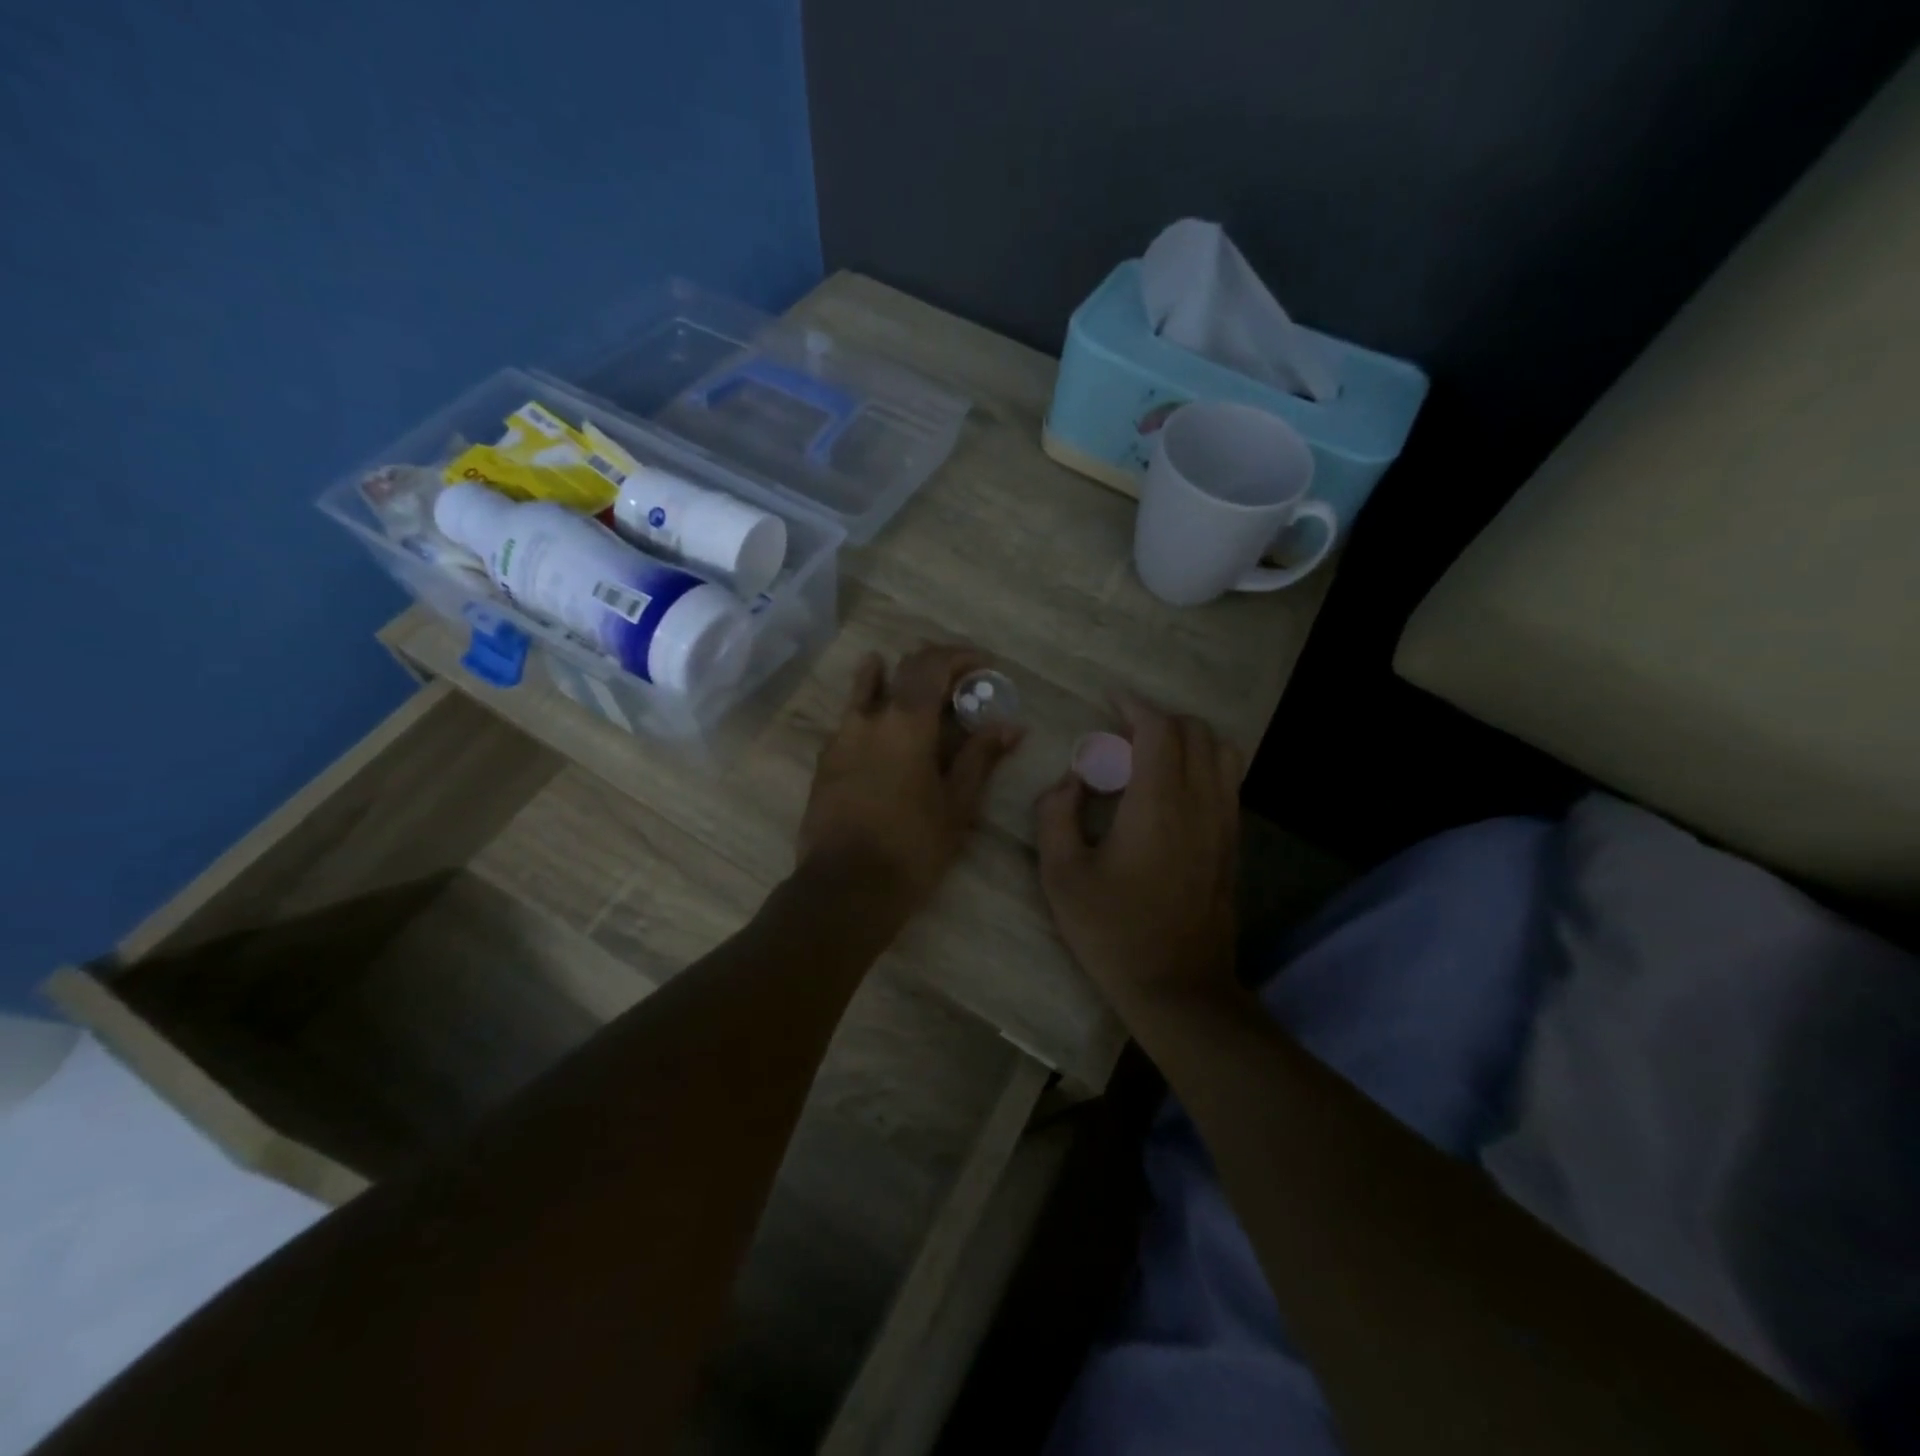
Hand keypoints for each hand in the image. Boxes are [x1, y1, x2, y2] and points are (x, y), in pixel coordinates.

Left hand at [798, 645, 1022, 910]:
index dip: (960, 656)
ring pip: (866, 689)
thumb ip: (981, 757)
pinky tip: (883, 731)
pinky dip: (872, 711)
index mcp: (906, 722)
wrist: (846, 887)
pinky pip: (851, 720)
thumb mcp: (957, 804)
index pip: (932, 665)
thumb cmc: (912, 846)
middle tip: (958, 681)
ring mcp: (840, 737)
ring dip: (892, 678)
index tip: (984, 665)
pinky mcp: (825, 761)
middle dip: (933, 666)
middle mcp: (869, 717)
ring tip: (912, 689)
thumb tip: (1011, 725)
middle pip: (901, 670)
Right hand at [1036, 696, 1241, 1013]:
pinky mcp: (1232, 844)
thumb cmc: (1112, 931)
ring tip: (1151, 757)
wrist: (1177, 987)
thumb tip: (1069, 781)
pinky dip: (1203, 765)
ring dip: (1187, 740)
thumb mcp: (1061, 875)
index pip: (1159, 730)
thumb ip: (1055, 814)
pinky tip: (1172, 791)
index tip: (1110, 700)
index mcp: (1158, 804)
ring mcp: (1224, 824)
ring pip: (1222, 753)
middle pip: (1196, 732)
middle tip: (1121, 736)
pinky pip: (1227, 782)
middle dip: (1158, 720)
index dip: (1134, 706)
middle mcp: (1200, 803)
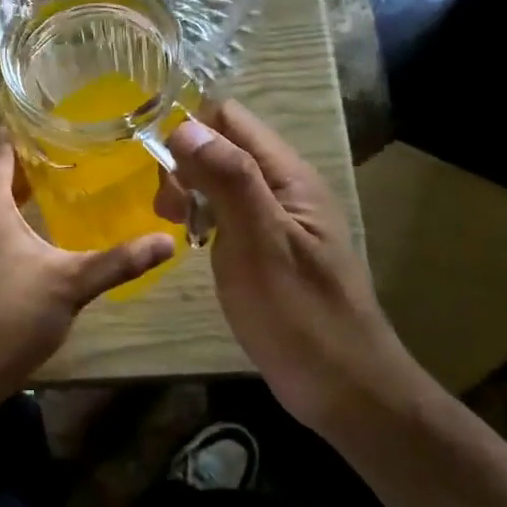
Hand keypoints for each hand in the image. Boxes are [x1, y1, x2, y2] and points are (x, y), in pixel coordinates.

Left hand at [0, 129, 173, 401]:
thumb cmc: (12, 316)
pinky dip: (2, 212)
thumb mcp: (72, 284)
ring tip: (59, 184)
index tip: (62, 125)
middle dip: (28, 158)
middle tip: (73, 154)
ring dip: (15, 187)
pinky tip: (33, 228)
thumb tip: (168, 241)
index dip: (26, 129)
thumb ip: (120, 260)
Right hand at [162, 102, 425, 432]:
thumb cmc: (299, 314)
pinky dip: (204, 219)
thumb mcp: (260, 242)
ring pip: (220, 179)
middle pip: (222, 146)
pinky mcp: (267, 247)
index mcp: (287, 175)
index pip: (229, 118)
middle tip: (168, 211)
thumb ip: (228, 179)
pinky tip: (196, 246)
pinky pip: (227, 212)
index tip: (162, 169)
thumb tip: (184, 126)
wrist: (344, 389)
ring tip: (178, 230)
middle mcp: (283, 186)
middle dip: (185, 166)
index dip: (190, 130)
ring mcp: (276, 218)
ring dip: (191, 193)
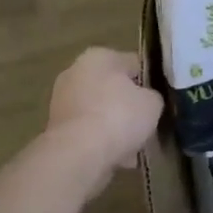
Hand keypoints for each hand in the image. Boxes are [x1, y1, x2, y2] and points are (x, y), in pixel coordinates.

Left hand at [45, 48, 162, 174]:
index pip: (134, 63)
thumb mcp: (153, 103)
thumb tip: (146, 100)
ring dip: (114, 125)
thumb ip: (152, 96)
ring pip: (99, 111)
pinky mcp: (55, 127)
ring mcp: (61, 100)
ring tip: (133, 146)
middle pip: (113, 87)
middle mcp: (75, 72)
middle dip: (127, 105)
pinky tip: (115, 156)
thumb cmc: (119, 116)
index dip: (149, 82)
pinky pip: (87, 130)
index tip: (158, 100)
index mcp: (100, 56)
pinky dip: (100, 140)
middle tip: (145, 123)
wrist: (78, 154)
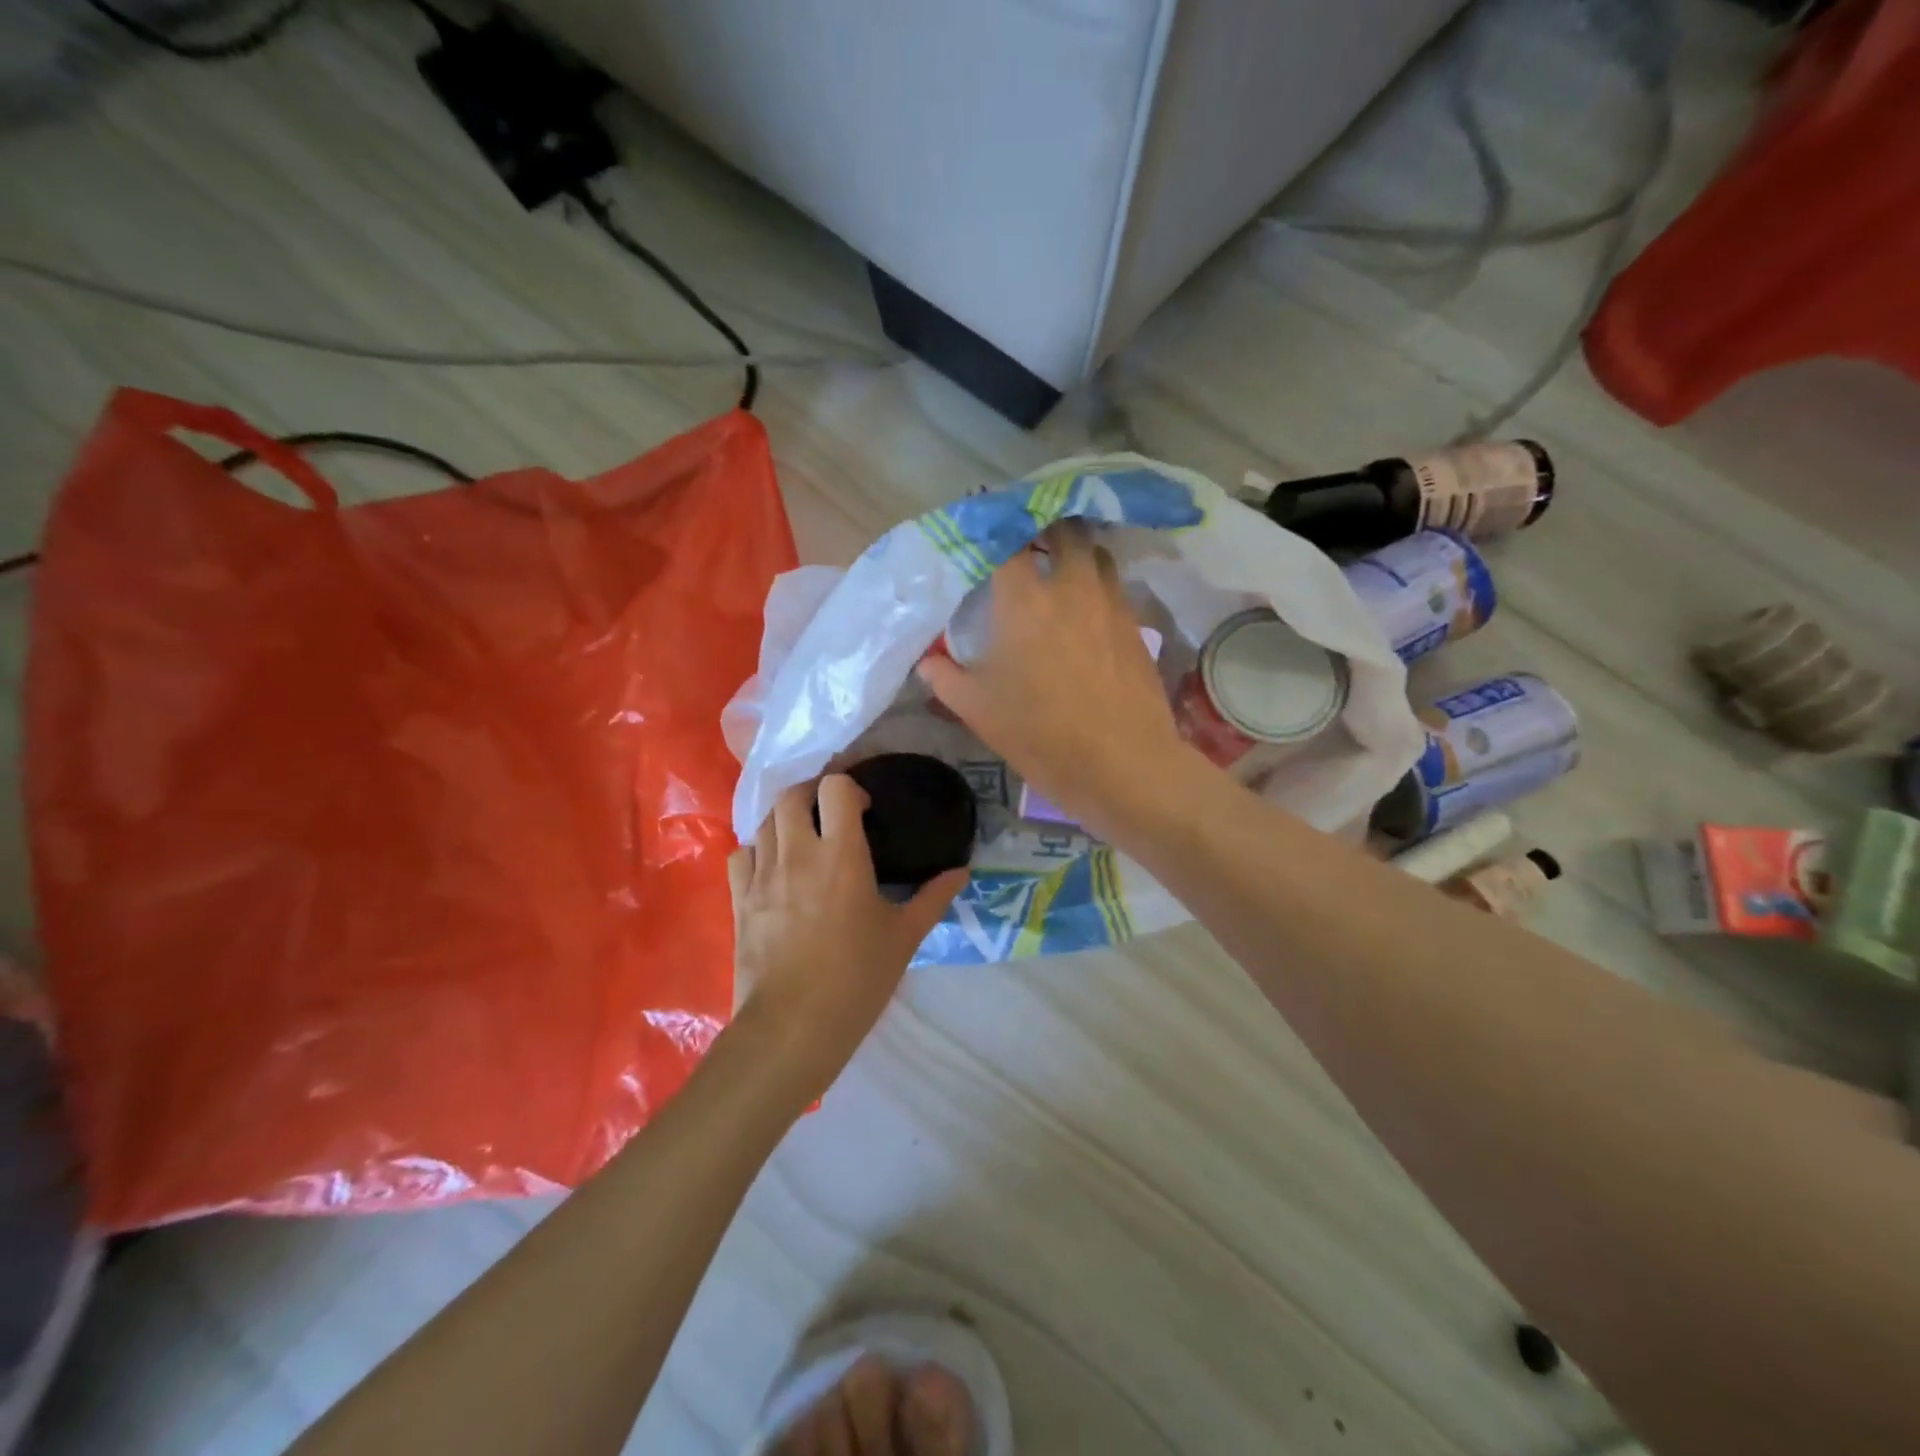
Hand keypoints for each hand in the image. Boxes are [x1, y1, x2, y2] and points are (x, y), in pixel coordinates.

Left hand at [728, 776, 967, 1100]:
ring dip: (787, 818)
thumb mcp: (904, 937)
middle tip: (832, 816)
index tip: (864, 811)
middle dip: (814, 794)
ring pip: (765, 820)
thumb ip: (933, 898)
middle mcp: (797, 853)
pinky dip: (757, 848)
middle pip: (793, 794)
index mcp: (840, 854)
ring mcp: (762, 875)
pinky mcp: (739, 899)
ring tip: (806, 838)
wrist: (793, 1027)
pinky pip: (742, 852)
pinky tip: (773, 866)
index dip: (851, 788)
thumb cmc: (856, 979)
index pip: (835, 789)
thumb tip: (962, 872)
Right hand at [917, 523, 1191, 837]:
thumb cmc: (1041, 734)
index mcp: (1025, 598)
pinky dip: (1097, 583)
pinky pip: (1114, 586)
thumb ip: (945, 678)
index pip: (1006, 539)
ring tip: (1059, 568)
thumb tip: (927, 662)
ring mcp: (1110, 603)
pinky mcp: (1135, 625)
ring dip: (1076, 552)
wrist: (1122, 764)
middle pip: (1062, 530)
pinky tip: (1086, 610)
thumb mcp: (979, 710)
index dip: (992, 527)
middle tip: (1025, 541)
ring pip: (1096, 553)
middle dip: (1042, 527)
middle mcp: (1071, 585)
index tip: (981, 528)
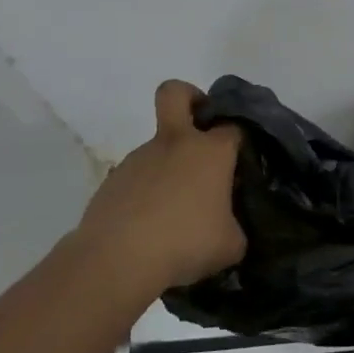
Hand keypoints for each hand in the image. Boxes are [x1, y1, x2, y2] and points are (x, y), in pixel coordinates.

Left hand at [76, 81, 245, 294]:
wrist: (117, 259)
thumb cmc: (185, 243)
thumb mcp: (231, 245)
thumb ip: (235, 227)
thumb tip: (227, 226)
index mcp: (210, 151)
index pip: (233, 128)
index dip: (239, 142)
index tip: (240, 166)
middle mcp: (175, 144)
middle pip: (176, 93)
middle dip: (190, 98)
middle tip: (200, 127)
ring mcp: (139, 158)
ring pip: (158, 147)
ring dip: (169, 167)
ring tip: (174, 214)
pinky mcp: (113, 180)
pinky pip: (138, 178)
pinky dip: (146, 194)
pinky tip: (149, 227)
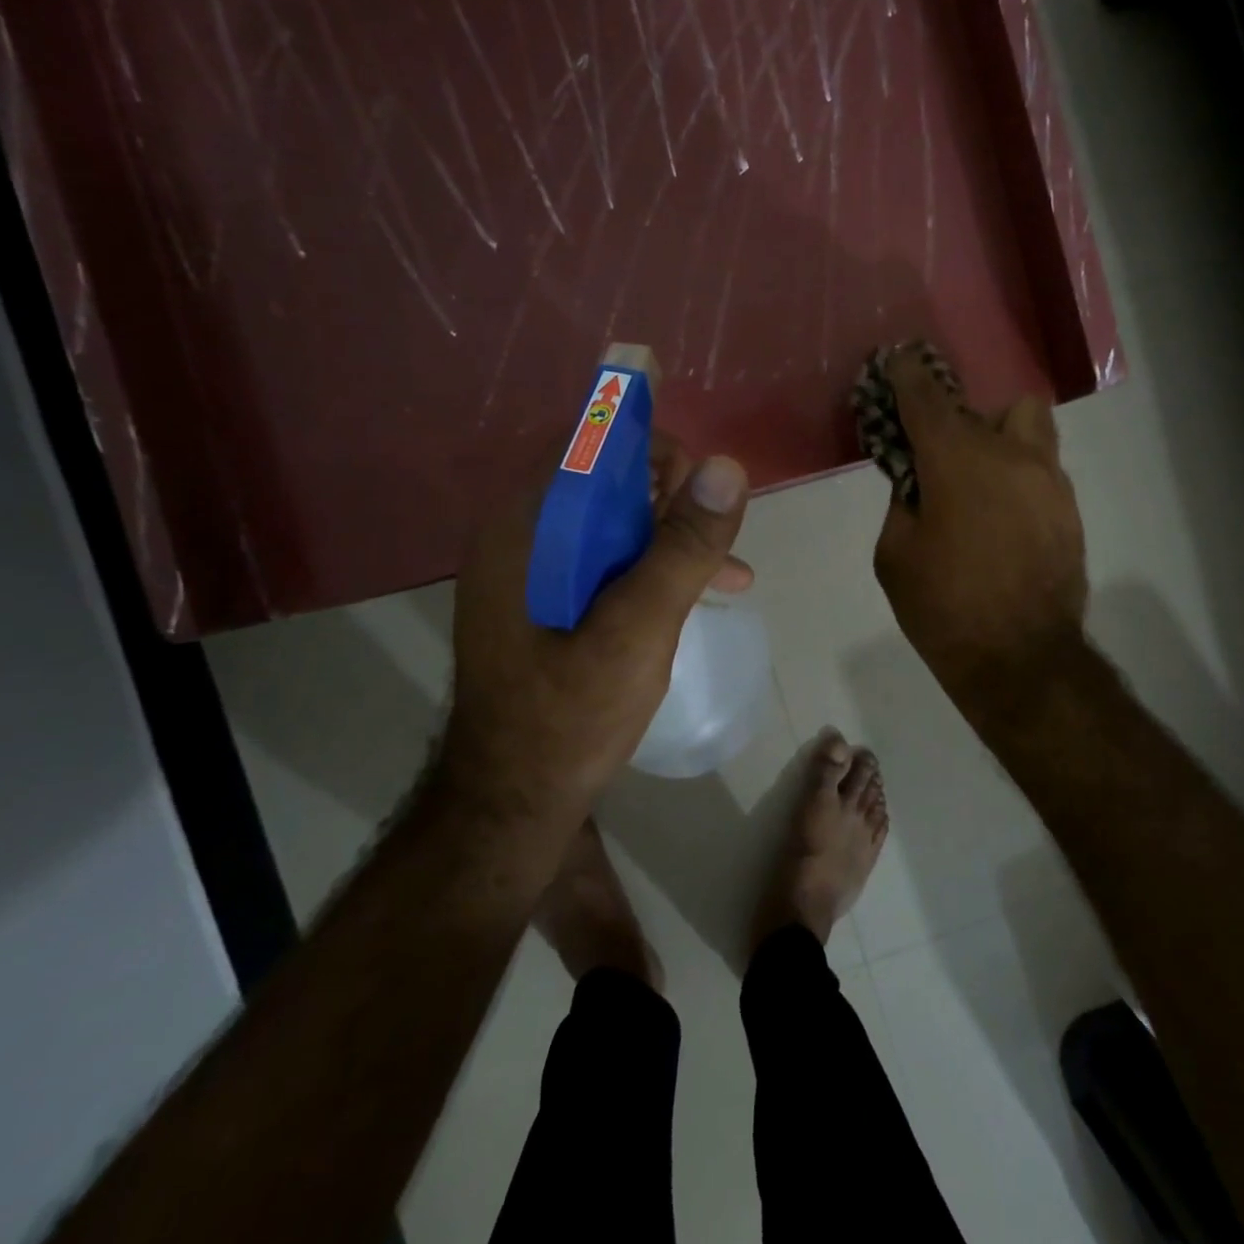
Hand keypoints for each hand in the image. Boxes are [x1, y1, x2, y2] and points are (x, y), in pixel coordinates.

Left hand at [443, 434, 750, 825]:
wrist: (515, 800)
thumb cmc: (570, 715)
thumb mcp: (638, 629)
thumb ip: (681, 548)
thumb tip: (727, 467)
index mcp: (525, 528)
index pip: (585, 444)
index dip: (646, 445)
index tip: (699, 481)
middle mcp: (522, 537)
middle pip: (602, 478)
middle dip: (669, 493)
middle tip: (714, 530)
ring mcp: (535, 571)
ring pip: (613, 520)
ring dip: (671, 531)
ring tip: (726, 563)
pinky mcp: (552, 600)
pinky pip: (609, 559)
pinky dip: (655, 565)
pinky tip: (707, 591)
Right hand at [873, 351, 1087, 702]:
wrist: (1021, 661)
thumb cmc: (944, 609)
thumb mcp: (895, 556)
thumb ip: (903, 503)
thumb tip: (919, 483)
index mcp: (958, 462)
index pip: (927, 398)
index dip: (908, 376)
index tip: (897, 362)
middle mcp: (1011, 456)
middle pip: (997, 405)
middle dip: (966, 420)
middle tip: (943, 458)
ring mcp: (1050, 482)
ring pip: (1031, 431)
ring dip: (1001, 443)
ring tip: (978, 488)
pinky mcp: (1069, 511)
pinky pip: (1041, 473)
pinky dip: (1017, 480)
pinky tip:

- [About this task]: Count of lines with "Right": please work it out for the entries above and give the number by itself.

- [Exercise output]: 4